1er janvier 1994, 00 h 15 :

Des centaines d’Indiens armés de façon rudimentaire, masqués d’une cagoule et en uniforme pénètrent dans quatre villes de l’Etat du Chiapas : Las Margaritas, Ocosingo, Altamirano et surtout, San Cristóbal de Las Casas, 80.000 habitants, ancienne capitale de l’Etat. Les routes sont coupées, les mairies occupées.

Un dialogue, pacifique, s’installe entre la population et les guérilleros qui placardent la "Déclaration de la jungle lacandone", déclaration de guerre en bonne et due forme à l’Etat mexicain. Le "sous-commandant insurgé Marcos", encagoulé comme les autres, fumant la pipe et décontracté, s’exprime au nom de l’EZLN (Armée - en espagnol : ejercito - zapatiste de libération nationale). L’objectif annoncé est aussi clair qu’irréaliste : marcher sur Mexico, distante de plus de mille kilomètres.

Les revendications : la terre à celui qui la travaille, l’instauration d’une véritable démocratie, la démission du président Salinas, le jugement des trois derniers gouverneurs du Chiapas pour corruption et violation des droits de l’homme, et l’amélioration des conditions de vie des paysans indigènes.

2-5 janvier :

Après des combats sporadiques qui font onze morts (essentiellement des policiers), l’EZLN se retire de San Cristóbal, non sans avoir saccagé l’hôtel de ville et ses archives. Pendant ce temps les zapatistes ont pris d’assaut, sans succès, Rancho Nuevo, siège du commandement militaire de la région. Les combats se font très violents et les pertes s’alourdissent dans les deux camps.

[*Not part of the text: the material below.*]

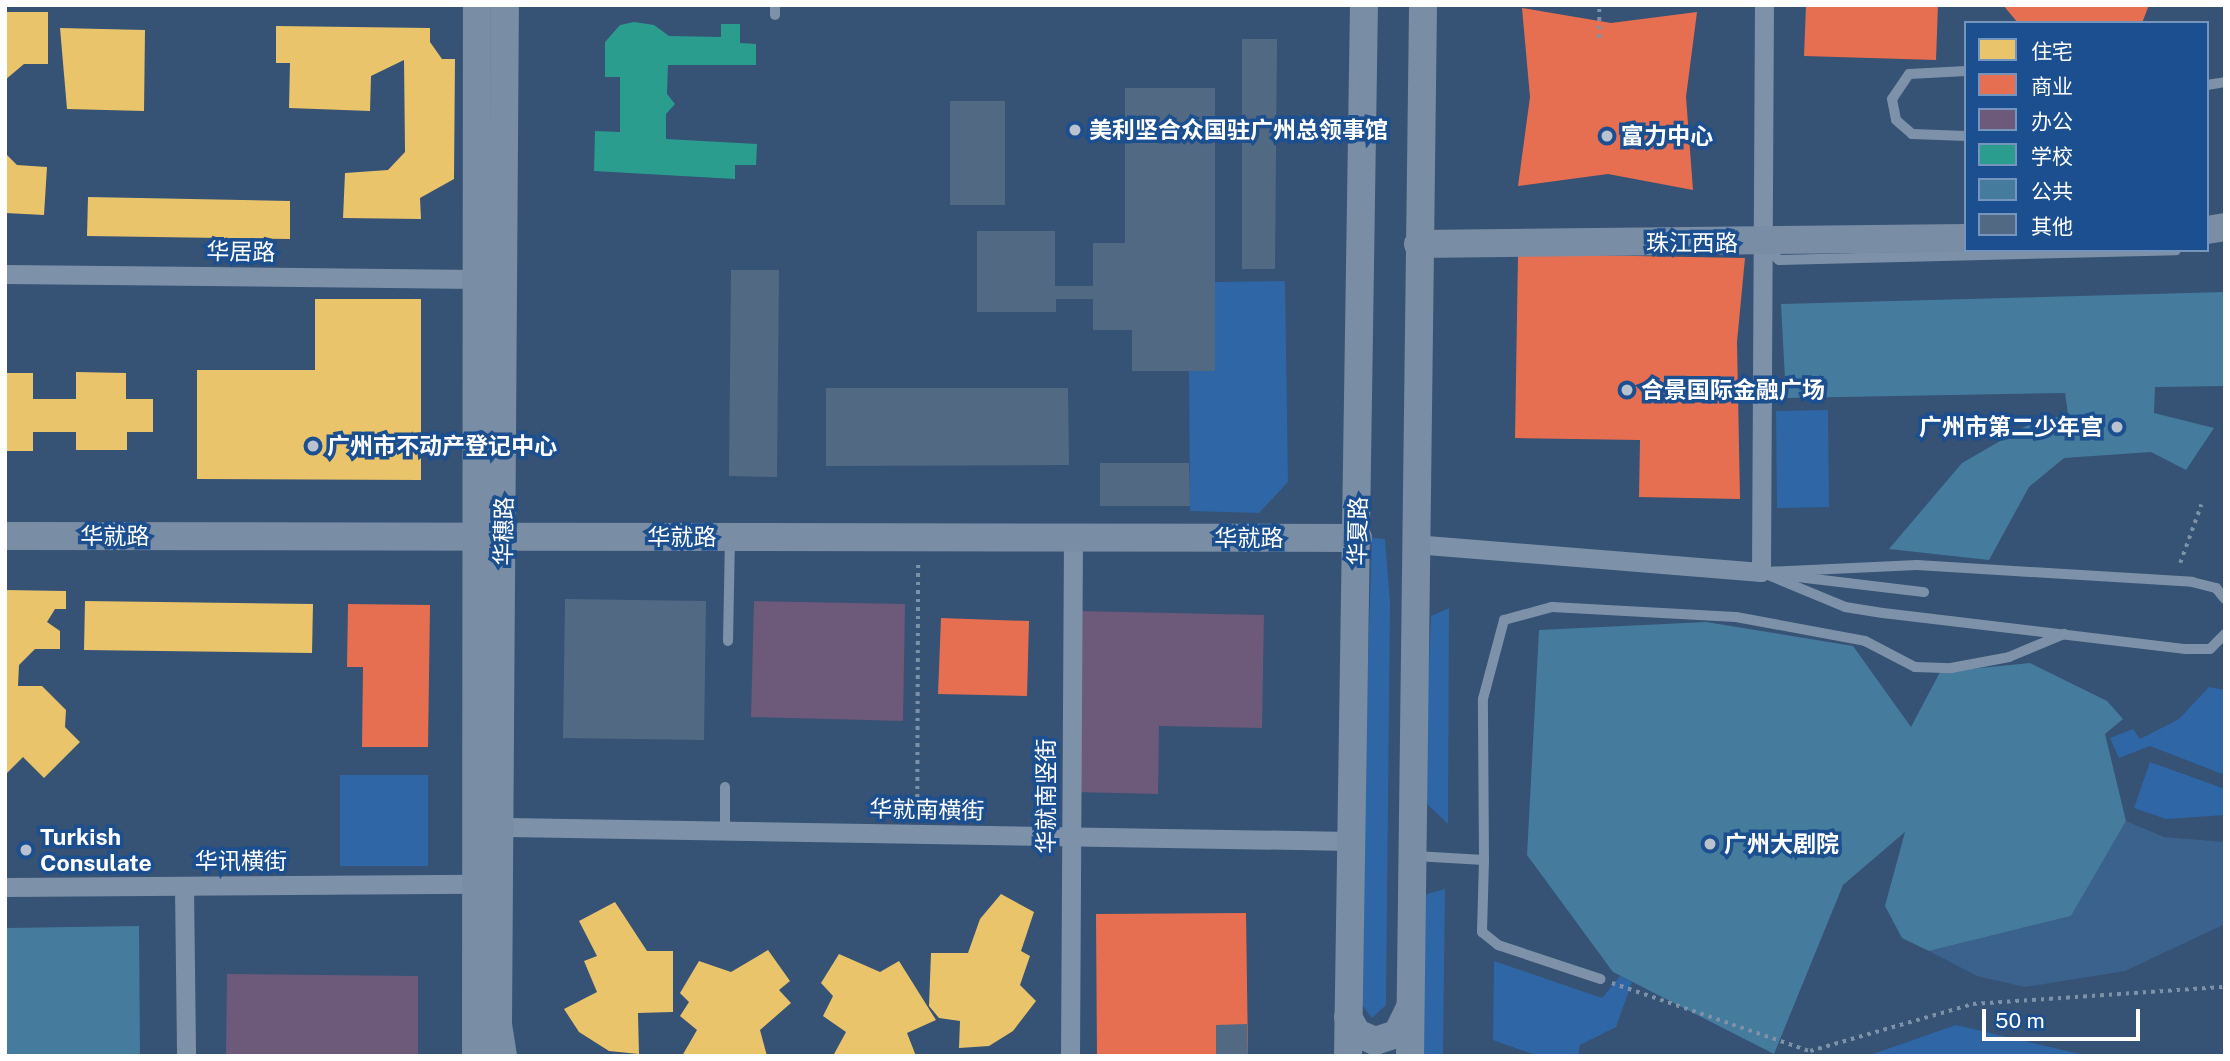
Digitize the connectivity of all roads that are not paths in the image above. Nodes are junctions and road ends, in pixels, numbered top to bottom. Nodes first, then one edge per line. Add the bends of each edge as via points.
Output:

Au même moment aussi, à l’autre bout de la région, l’EZLN attaque, avec succès cette fois, l’hacienda de l’ancien gouverneur du Chiapas, le général Castellanos, et l’enlève afin de le soumettre à un tribunal révolutionnaire.

L’armée mexicaine oppose peu de résistances. L’EZLN parvient à contrôler jusqu’à huit villes qu’elle abandonne successivement pour se retirer dans la jungle.

En quelques jours, les renforts de l’armée fédérale arrivent, et c’est la contre-offensive. Violente. Bombardements, terrorisation des populations des villes insurgées, massacres de tous ceux qui, de près ou de loin, pourraient être soupçonnés de sympathiser avec la guérilla : les organisations humanitaires s’émeuvent. Selon les estimations on compte de plusieurs dizaines à plusieurs centaines de morts. Les photos de cadavres alignés dans les rues d’Ocosingo choquent.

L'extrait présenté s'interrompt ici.